WHAT THIS TASK INVOLVES. The answer must consist of every line below that contains the word "roads".

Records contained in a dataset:
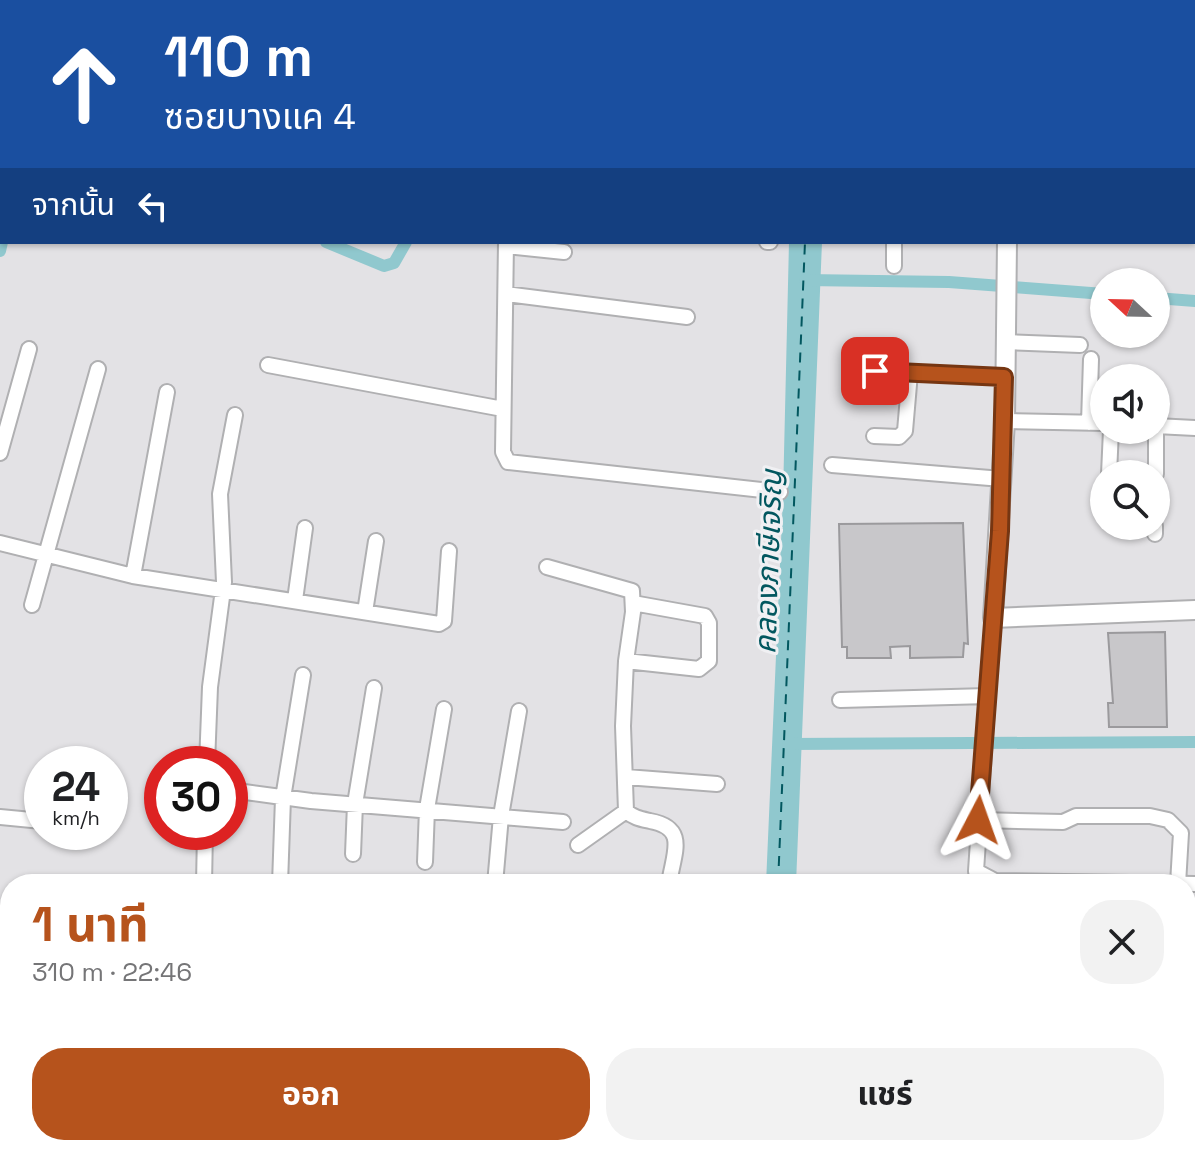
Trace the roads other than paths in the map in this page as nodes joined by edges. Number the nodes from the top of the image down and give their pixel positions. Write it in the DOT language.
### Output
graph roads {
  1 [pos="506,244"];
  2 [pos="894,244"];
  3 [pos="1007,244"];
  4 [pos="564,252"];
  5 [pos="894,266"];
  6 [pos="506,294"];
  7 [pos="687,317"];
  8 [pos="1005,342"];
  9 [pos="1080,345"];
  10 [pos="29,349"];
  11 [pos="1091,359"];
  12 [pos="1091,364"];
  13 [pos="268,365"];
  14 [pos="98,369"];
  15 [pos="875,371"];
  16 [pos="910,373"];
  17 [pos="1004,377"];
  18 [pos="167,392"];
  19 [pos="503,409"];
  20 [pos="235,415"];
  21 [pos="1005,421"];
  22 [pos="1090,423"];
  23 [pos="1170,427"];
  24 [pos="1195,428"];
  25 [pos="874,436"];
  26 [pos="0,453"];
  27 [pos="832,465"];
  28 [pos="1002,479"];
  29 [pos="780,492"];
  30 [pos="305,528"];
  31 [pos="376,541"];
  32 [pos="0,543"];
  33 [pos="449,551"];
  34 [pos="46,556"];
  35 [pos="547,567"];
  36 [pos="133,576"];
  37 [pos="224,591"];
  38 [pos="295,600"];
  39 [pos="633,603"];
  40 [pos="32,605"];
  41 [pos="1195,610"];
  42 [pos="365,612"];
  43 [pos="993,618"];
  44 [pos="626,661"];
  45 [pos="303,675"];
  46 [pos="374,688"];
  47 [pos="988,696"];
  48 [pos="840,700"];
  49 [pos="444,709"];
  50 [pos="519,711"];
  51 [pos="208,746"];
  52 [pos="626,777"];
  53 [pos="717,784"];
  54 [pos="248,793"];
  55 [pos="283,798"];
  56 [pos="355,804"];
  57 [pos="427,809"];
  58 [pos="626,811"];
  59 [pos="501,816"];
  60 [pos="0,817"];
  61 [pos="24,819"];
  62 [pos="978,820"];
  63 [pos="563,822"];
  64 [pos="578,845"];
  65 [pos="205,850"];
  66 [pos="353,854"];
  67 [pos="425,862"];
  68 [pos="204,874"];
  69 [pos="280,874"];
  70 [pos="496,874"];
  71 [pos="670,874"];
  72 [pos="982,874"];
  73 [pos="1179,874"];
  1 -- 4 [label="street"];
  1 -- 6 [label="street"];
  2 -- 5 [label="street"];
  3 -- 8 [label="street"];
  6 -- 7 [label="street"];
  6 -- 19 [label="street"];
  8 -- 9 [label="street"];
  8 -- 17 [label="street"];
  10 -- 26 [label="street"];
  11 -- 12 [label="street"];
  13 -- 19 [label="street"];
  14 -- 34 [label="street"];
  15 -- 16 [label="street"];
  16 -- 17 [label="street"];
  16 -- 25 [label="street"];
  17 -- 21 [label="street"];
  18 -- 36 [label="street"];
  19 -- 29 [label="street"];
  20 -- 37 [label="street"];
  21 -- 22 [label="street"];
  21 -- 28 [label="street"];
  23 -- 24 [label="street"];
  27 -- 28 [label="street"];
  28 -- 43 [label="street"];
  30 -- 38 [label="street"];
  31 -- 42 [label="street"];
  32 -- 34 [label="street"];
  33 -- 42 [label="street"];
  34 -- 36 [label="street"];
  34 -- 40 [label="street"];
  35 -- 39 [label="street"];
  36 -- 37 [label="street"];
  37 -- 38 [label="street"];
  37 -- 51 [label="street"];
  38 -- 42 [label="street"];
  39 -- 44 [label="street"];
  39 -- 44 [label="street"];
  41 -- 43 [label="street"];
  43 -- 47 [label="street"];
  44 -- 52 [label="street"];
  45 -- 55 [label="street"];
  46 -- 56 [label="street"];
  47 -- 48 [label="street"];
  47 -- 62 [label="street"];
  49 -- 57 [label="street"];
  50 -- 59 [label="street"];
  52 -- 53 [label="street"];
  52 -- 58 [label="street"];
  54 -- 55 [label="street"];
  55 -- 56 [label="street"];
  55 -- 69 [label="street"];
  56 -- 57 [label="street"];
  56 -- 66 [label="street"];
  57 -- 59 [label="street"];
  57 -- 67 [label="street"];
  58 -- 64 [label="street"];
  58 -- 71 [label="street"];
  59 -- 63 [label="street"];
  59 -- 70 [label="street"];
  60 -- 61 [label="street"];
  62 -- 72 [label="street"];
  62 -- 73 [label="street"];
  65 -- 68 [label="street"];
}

TASK RESPONSE.
Trace the roads other than paths in the map in this page as nodes joined by edges. Number the nodes from the top of the image down and give their pixel positions. Write it in the DOT language.
graph roads {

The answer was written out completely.